Occhio nel cielo
Oniricità.
Messa in discussione della realtà.
Sono due concetti che chiunque conosca un po’ Philip K. Dick finisce in automatico per associare all’autore.
Verrebbe da chiedersi se non siano limitati i modi in cui un autore può affrontare un argomento: leggendo Dick la risposta è, senza dubbio, negativa.
La capacità dell’autore di mettere in dubbio la realtà, la percezione, le basi che diamo per scontate è tale da riuscire a definirle meglio di qualunque approccio “realistico”: d’altronde, spesso, per vedere la sostanza di una cosa bisogna anzitutto provare a negarla; nella matematica stessa alcune delle dimostrazioni più importanti di teoremi fondamentali avvengono per assurdo, ovvero ipotizzando che non siano veri.
Ecco quindi un nuovo viaggio, stavolta letteralmente nelle menti di un certo gruppo di personaggi volutamente stereotipati degli anni ’50.
La scusa? Un’incidente durante una visita scientifica.
Gli effetti? Le otto vittime di questi incidenti si trovano catapultate in varie versioni del loro mondo, ognuna specchio delle convinzioni più intime di ognuno di loro.
Delle loro fedi, usando il termine in senso più ampio.
Come diventerà quindi il mondo se plasmato sulla mente di un bianco razzista e bigotto? E di una donna che soffre di manie di persecuzione? O di una “signora” di mezza età poco incline alla sopportazione? O ancora di uno stereotipato “comunista americano” (ricordiamoci che il maccartismo era ricordo fresco per Dick)?
L’autore ce lo mostra, ma ci mostra anche quanto possa essere deformante la vista del mondo fatta attraverso ciò che vogliamo vedere.

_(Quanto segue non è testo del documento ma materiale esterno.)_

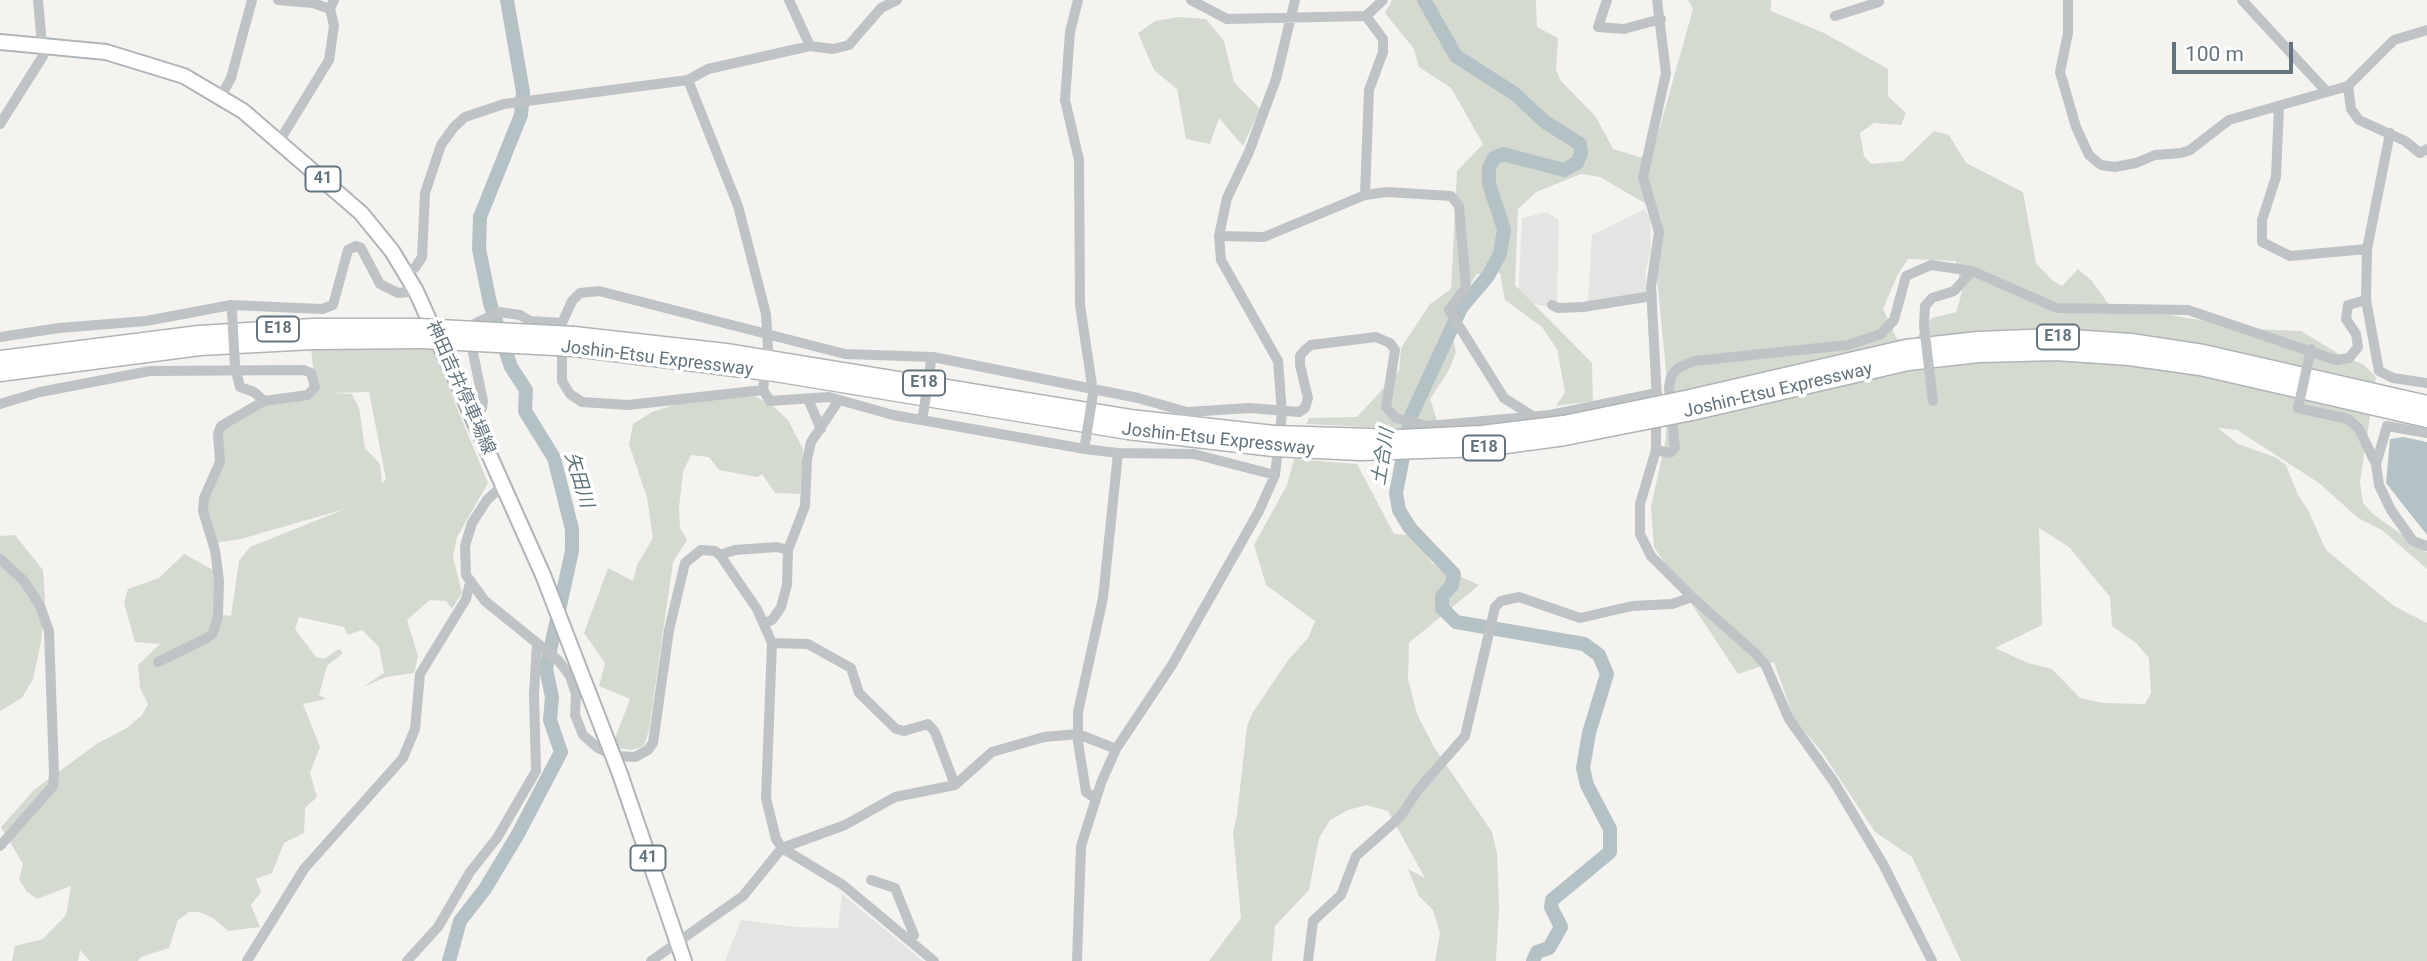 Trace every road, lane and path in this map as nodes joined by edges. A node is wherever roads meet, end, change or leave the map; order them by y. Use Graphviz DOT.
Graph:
graph roads {
  1 [pos="38,0"];
  2 [pos="252,0"];
  3 [pos="278,0"];
  4 [pos="789,0"];
  5 [pos="897,0"];
  6 [pos="1078,0"];
  7 [pos="1191,0"];
  8 [pos="1295,0"];
  9 [pos="1382,0"];
  10 [pos="1607,0"];
  11 [pos="1657,0"];
  12 [pos="2068,0"];
  13 [pos="2242,0"];
  14 [pos="1881,1"];
  15 [pos="332,4"];
  16 [pos="1366,16"];
  17 [pos="1835,16"];
  18 [pos="1291,18"];
  19 [pos="1661,19"];
  20 [pos="2427,30"];
  21 [pos="0,42"];
  22 [pos="41,45"];
  23 [pos="810,46"];
  24 [pos="688,80"];
  25 [pos="2348,86"];
  26 [pos="2326,90"];
  27 [pos="221,96"];
  28 [pos="2279,106"];
  29 [pos="0,124"];
  30 [pos="2390,133"];
  31 [pos="280,140"];
  32 [pos="2427,149"];
  33 [pos="1365,195"];
  34 [pos="1219,236"];
  35 [pos="2367,249"];
  36 [pos="404,271"];
  37 [pos="1972,271"];
  38 [pos="416,291"];
  39 [pos="1652,296"];
  40 [pos="2366,300"];
  41 [pos="1552,305"];
  42 [pos="232,309"];
  43 [pos="420,333"];
  44 [pos="570,335"];
  45 [pos="768,336"];
  46 [pos="0,337"];
  47 [pos="137,339"];
  48 [pos="200,347"];
  49 [pos="768,349"];
  50 [pos="2311,349"];
  51 [pos="0,353"];
  52 [pos="0,359"];
  53 [pos="932,360"];
  54 [pos="235,369"];
  55 [pos="0,373"];
  56 [pos="2427,383"];
  57 [pos="0,384"];
  58 [pos="1093,391"];
  59 [pos="1657,393"];
  60 [pos="808,399"];
  61 [pos="264,401"];
  62 [pos="839,401"];
  63 [pos="1933,401"];
  64 [pos="0,404"];
  65 [pos="2427,404"];
  66 [pos="1691,405"];
  67 [pos="1282,413"];
  68 [pos="472,415"];
  69 [pos="1534,417"];
  70 [pos="923,418"];
  71 [pos="2427,419"];
  72 [pos="821,429"];
  73 [pos="2427,433"];
  74 [pos="1085,447"];
  75 [pos="1656,450"];
  76 [pos="1118,453"];
  77 [pos="2376,464"];
  78 [pos="1275,475"];
  79 [pos="504,484"];
  80 [pos="2427,546"];
  81 [pos="788,550"];
  82 [pos="720,555"];
  83 [pos="0,559"];
  84 [pos="470,583"];
  85 [pos="1692,597"];
  86 [pos="765,624"];
  87 [pos="772,643"];
  88 [pos="540,646"];
  89 [pos="158,662"];
  90 [pos="1078,734"];
  91 [pos="1116,750"];
  92 [pos="955,785"];
  93 [pos="1095,799"];
  94 [pos="0,846"];
  95 [pos="782,848"];
  96 [pos="871,880"];
  97 [pos="677,941"];
  98 [pos="910,941"];
  99 [pos="247,961"];
  100 [pos="407,961"];
  101 [pos="651,961"];
  102 [pos="684,961"];
  103 [pos="934,961"];
  104 [pos="1077,961"];
  105 [pos="1308,961"];
  106 [pos="1932,961"];
  1 -- 22 [label="street"];
  2 -- 27 [label="street"];
  3 -- 15 [label="street"];
  4 -- 23 [label="street"];
  5 -- 23 [label="street"];
  6 -- 58 [label="street"];
  7 -- 18 [label="street"];
  8 -- 18 [label="street"];
  9 -- 16 [label="street"];
  10 -- 19 [label="street"];
  11 -- 19 [label="street"];
  12 -- 28 [label="street"];
  13 -- 26 [label="street"];
  14 -- 17 [label="street"];
  15 -- 31 [label="street"];
  16 -- 18 [label="street"];
  16 -- 33 [label="street"];
  18 -- 34 [label="street"];
  19 -- 39 [label="street"];
  20 -- 25 [label="street"];
  21 -- 22 [label="main road, 神田吉井停車場線 / 41"];
  22 -- 27 [label="main road, 神田吉井停車場線 / 41"];
  22 -- 29 [label="street"];
  23 -- 24 [label="street"];
  24 -- 36 [label="street"];
  24 -- 45 [label="street"];
  25 -- 26 [label="street"];
  25 -- 30 [label="street"];
  26 -- 28 [label="street"];
  27 -- 31 [label="main road, 神田吉井停車場線 / 41"];
  28 -- 35 [label="street"];
  30 -- 32 [label="street"];
  30 -- 35 [label="street"];
  31 -- 36 [label="main road, 神田吉井停車場線 / 41"];
  33 -- 34 [label="street"];
  33 -- 69 [label="street"];
  34 -- 67 [label="street"];
  35 -- 40 [label="street"];
  36 -- 38 [label="main road, 神田吉井停車場線 / 41"];
  37 -- 50 [label="street"];
  37 -- 63 [label="street, bridge"];
  37 -- 75 [label="street"];
  38 -- 42 [label="street"];
  38 -- 68 [label="main road, 神田吉井停車場線 / 41"];
  39 -- 41 [label="street"];
  39 -- 59 [label="street"];
  40 -- 50 [label="street"];
  40 -- 56 [label="street"];
  42 -- 46 [label="street"];
  42 -- 54 [label="street, bridge"];
  43 -- 44 [label="highway, Joshin-Etsu Expressway / E18, bridge"];
  43 -- 47 [label="highway, Joshin-Etsu Expressway / E18"];
  43 -- 48 [label="highway, Joshin-Etsu Expressway / E18"];
  44 -- 45 [label="street"];
  44 -- 60 [label="street"];
  44 -- 66 [label="highway, Joshin-Etsu Expressway / E18, bridge"];
  44 -- 68 [label="street"];
  45 -- 49 [label="street"];
  45 -- 53 [label="street"];
  47 -- 51 [label="highway"];
  47 -- 52 [label="highway, Joshin-Etsu Expressway / E18"];
  48 -- 55 [label="highway, Joshin-Etsu Expressway / E18"];
  48 -- 57 [label="highway"];
  50 -- 77 [label="street, bridge"];
  53 -- 58 [label="street"];
  53 -- 70 [label="street, bridge"];
  54 -- 61 [label="street"];
  54 -- 61 [label="street"];
  54 -- 64 [label="street"];
  58 -- 67 [label="street"];
  58 -- 74 [label="street, bridge"];
  59 -- 69 [label="street"];
  59 -- 75 [label="street"];
  60 -- 62 [label="street"];
  60 -- 72 [label="street"];
  61 -- 89 [label="street"];
  62 -- 70 [label="street"];
  62 -- 72 [label="street"];
  65 -- 66 [label="highway, Joshin-Etsu Expressway / E18"];
  66 -- 71 [label="highway, Joshin-Etsu Expressway / E18"];
  67 -- 69 [label="street"];
  67 -- 78 [label="street"];
  68 -- 79 [label="main road, 神田吉井停車場線 / 41"];
  70 -- 74 [label="street"];
  72 -- 81 [label="street"];
  73 -- 77 [label="street"];
  74 -- 76 [label="street"];
  75 -- 85 [label="street"];
  76 -- 78 [label="street"];
  76 -- 90 [label="street"];
  77 -- 80 [label="street"];
  78 -- 91 [label="street"];
  79 -- 84 [label="street"];
  79 -- 97 [label="main road, 神田吉井停車場線 / 41, bridge"];
  81 -- 82 [label="street"];
  81 -- 86 [label="street"];
  82 -- 86 [label="street"];
  82 -- 88 [label="street"];
  83 -- 94 [label="street"];
  84 -- 88 [label="street"];
  84 -- 99 [label="street"];
  85 -- 105 [label="street"];
  85 -- 106 [label="street"];
  86 -- 87 [label="street"];
  87 -- 92 [label="street"];
  87 -- 95 [label="street"];
  88 -- 100 [label="street"];
  90 -- 91 [label="street"];
  90 -- 92 [label="street"];
  90 -- 93 [label="street"];
  91 -- 93 [label="street"];
  92 -- 95 [label="street"];
  93 -- 104 [label="street"];
  95 -- 97 [label="street"];
  95 -- 98 [label="street"];
  96 -- 98 [label="street"];
  97 -- 101 [label="street"];
  97 -- 102 [label="main road, 神田吉井停車場線 / 41"];
  98 -- 103 [label="street"];
}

Perché la realtà è una ma il numero di modi in cui può essere assimilata è pari al numero di persone presenti sul pianeta e, a questo punto, viene da chiedersi: se ognuno percepisce una realtà diversa, se una realtà modellata sulle proprie convinzioni NON sembra assurda, allora qual è, davvero, la realtà?
A che serve ne esista una se ognuno la percepisce diversamente?
Spostando l’attenzione dai pregi del romanzo, si può forse riscontrare una minore incisività rispetto ad altri lavori a causa del tono generale della narrazione: l’approccio di Dick è stavolta meno drammatico e più ironico, fin sopra le righe, rendendo meno inquietante la vicenda stessa ma, proprio per questo, meno memorabile; il sapore che lascia in bocca è lo stesso di quando una persona che siamo abituati a vedere come seria fa una battuta e ci strizza l’occhio: siamo presi talmente alla sprovvista che ci chiediamo quali siano davvero le sue intenzioni e, così, ci perdiamo da una parte il gusto per la battuta e dall’altra l’incisività del messaggio.
Ma, a ben pensarci, anche questa è una realtà filtrata.